February 1, 2013
Whale Vomit Could Lead To Six-Figure Payday For UK Man
redOrbit Staff & Wire Reports - Your Universe Online
Normally, stumbling across a pile of vomit while taking a stroll along the beach isn´t exactly a good thing, but in the case of one UK man, it could pay off big time.
The substance in question — a lump of a rare substance known as ambergris, which has a waxy texture and is yellow in color — is produced in the digestive systems of sperm whales and is an ingredient used in some perfumes.
According to Ben Jackson, Environment Editor for The Sun, this particular pile of puke was found on the a beach in Morecambe, Lancashire, England by a boxer named Madge, who belongs to an unemployed 48-year-old man named Ken Wilman.
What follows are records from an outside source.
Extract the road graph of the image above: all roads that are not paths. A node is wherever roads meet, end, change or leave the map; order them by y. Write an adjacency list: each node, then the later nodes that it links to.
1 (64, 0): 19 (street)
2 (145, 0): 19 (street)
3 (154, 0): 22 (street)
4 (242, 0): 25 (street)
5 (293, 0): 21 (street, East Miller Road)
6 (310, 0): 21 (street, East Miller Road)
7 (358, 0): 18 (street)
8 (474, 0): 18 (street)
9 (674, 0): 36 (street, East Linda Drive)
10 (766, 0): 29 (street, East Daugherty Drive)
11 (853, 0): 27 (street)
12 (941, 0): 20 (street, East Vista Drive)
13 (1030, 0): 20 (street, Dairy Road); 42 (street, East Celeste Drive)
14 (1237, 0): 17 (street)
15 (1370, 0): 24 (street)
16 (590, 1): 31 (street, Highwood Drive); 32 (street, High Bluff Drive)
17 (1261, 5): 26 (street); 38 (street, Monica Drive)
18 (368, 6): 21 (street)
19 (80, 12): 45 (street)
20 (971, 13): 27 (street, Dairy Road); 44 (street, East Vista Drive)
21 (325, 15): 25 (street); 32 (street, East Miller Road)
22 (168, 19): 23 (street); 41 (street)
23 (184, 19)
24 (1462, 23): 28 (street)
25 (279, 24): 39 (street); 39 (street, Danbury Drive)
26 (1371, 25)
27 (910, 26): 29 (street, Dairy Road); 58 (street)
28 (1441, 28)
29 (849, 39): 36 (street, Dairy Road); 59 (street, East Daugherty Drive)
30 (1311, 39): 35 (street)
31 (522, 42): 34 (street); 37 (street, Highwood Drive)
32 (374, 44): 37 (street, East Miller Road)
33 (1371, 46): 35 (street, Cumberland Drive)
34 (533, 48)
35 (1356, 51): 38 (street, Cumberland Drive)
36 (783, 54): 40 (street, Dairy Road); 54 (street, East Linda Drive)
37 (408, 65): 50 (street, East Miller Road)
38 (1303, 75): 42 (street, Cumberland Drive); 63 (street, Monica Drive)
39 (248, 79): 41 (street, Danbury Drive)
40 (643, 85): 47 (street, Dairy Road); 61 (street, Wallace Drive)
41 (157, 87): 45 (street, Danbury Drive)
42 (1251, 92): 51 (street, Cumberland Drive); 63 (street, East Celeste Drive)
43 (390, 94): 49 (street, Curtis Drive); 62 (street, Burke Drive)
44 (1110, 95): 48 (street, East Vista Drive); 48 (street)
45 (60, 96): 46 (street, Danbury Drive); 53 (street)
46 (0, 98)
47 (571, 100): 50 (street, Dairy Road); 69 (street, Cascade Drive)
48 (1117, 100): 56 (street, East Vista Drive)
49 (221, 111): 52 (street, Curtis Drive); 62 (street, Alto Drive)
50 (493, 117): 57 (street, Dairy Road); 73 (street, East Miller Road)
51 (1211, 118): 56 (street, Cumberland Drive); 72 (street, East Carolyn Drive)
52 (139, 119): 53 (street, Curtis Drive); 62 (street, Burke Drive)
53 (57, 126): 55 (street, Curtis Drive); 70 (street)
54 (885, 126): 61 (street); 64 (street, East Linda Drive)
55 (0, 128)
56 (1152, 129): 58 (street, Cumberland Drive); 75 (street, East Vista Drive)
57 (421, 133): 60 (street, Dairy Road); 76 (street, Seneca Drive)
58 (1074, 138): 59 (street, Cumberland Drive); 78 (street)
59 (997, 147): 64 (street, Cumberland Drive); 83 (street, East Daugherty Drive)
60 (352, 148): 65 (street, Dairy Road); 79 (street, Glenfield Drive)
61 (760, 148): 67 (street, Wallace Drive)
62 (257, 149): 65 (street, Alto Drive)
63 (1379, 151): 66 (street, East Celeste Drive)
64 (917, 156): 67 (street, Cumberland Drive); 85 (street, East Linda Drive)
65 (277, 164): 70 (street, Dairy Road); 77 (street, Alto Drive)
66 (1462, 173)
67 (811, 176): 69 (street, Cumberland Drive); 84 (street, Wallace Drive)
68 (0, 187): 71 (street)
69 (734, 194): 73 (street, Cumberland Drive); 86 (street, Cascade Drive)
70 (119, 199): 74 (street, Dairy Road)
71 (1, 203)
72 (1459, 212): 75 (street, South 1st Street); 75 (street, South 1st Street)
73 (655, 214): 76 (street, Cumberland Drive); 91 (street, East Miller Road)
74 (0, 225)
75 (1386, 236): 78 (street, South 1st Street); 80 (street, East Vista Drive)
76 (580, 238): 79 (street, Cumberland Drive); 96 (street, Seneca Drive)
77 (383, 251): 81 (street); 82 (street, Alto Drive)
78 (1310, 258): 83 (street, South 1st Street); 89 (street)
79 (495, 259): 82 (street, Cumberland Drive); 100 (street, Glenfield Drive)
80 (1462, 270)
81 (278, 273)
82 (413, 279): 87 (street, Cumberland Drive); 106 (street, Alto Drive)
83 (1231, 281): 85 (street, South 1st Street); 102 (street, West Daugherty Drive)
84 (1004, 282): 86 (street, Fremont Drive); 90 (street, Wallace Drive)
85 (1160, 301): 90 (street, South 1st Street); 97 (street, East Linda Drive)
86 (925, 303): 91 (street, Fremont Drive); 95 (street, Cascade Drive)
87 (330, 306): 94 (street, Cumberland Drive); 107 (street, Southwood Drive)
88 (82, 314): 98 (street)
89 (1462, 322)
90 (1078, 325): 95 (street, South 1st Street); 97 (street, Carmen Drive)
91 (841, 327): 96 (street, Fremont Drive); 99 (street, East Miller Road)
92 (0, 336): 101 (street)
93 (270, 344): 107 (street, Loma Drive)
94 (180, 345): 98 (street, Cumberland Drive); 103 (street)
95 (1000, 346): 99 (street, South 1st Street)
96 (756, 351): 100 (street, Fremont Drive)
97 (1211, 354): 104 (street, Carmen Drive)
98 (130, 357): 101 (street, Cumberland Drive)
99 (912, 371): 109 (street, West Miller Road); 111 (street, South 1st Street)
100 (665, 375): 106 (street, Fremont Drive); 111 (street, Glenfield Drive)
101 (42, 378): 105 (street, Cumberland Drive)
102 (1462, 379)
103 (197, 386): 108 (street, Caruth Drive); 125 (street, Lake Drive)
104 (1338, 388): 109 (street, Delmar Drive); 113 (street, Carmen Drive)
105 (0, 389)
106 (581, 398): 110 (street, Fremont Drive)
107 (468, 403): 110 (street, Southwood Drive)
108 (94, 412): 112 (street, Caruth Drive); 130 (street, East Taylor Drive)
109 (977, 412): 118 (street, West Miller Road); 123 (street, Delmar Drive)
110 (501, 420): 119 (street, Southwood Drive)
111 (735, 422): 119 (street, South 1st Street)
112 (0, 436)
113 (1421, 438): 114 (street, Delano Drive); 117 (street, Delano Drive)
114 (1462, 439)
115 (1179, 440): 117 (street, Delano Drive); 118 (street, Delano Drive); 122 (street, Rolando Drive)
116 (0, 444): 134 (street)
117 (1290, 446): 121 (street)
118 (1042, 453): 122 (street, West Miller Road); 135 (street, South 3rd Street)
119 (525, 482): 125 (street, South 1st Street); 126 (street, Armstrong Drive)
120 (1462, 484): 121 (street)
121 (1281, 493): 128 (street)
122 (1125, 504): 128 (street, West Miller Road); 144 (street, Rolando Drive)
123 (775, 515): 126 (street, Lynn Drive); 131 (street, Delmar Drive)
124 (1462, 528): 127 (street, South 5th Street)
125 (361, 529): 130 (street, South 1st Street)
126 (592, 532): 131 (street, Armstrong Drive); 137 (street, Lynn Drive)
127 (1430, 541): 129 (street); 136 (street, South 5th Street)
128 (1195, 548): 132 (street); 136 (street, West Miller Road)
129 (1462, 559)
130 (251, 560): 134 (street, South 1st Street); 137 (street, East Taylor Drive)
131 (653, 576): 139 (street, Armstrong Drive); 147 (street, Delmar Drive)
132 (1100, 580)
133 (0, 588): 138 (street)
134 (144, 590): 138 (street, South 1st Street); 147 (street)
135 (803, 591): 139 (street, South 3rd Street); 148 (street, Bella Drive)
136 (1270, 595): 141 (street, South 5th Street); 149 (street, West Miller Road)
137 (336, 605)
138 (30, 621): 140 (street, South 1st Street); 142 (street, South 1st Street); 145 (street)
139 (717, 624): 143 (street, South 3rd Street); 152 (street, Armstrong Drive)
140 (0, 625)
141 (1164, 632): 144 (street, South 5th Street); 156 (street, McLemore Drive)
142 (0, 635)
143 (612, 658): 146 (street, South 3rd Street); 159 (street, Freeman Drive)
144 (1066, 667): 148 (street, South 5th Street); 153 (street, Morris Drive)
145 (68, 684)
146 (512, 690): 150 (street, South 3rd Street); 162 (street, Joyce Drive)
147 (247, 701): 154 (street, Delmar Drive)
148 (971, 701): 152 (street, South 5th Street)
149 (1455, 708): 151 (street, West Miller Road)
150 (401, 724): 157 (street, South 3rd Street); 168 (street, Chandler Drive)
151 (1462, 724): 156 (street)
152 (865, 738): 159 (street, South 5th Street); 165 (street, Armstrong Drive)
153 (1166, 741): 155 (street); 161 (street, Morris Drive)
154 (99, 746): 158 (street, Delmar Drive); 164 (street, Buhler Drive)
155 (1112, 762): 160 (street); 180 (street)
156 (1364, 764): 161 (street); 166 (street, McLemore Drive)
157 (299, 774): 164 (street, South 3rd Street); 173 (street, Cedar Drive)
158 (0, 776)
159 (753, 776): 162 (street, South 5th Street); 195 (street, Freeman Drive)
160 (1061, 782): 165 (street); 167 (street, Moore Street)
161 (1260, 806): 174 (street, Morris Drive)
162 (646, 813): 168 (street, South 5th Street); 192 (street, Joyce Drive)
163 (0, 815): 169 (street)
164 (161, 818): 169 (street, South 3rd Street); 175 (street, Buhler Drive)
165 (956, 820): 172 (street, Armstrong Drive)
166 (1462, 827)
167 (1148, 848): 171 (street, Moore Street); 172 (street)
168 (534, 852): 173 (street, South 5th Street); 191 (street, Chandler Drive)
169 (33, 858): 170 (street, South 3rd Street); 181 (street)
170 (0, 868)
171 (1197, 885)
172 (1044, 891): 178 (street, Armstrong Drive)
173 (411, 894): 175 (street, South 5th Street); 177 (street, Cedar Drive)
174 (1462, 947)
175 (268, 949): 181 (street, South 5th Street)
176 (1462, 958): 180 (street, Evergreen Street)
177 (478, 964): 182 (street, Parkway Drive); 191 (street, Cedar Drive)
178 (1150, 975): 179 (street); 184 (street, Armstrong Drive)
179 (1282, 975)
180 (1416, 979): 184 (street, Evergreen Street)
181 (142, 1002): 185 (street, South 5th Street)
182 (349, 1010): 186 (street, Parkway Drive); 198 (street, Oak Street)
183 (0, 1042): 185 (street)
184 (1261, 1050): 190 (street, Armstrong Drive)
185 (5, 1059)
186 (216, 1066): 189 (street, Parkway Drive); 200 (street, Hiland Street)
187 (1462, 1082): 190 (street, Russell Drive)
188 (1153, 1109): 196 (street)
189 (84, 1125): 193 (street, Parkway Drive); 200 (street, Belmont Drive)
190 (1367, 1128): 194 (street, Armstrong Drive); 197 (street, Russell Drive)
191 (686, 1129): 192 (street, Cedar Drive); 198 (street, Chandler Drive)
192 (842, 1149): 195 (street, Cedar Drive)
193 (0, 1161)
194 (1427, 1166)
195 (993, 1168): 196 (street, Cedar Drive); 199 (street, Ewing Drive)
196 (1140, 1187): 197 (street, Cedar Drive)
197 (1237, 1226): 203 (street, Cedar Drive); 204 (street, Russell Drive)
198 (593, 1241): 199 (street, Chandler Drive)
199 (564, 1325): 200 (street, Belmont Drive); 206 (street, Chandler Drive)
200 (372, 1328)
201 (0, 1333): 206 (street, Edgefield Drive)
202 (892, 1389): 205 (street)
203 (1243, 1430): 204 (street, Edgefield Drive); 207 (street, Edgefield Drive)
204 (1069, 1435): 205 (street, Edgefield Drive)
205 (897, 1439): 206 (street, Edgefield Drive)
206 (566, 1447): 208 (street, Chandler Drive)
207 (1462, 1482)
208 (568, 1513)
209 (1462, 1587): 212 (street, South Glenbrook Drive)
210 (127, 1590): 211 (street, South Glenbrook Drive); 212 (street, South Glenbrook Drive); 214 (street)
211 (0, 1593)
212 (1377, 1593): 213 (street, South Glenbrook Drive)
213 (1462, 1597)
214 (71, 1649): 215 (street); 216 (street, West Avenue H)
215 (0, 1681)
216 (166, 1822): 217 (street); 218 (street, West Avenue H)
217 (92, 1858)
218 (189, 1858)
Wilman initially did not know what the substance was, Jackson said, but once he got home and ran a quick search on the Internet, he discovered exactly how valuable the ambergris could be. One French dealer has reportedly already offered him 50,000 euros (approximately $68,000) for the vomit, but The Sun notes that the ambergris could fetch more than $150,000, depending upon its freshness.
“Whales sometimes spew up ambergris, which floats on water and has been highly prized for centuries. It is used in perfume-making for the musky fragrance it acquires as it ages — but newer ambergris is foul-smelling,” AFP reporters explained on Thursday.
They added that Wilman was currently awaiting test results to ensure that the substance is indeed ambergris. Even so, officials at the beach are concerned that his discovery could attract the attention of other individuals, hoping to land a haul of the whale vomit and make a small fortune in the process.
"The tide comes in so very quickly that it catches people unaware, even people that know it,” Mike Guy, lifeboat operations manager at the northern England coastal town, told BBC News. “It can very quickly turn into soft sand and even quicksand and the tide will surround you.”
“We're really worried about people just wandering off on the beach searching for ambergris. They're very, very unlikely to find any because it's very rare,” he added. “We want people to be very aware of the tide and if they're in any sort of doubt about the conditions where they are walking, get in touch with the coastguard.”
Last August, an eight-year-old British boy named Charles Naysmith found a lump of ambergris near his home in Christchurch, New Zealand. The chunk of the substance weighed 600 grams and was worth a reported $60,000.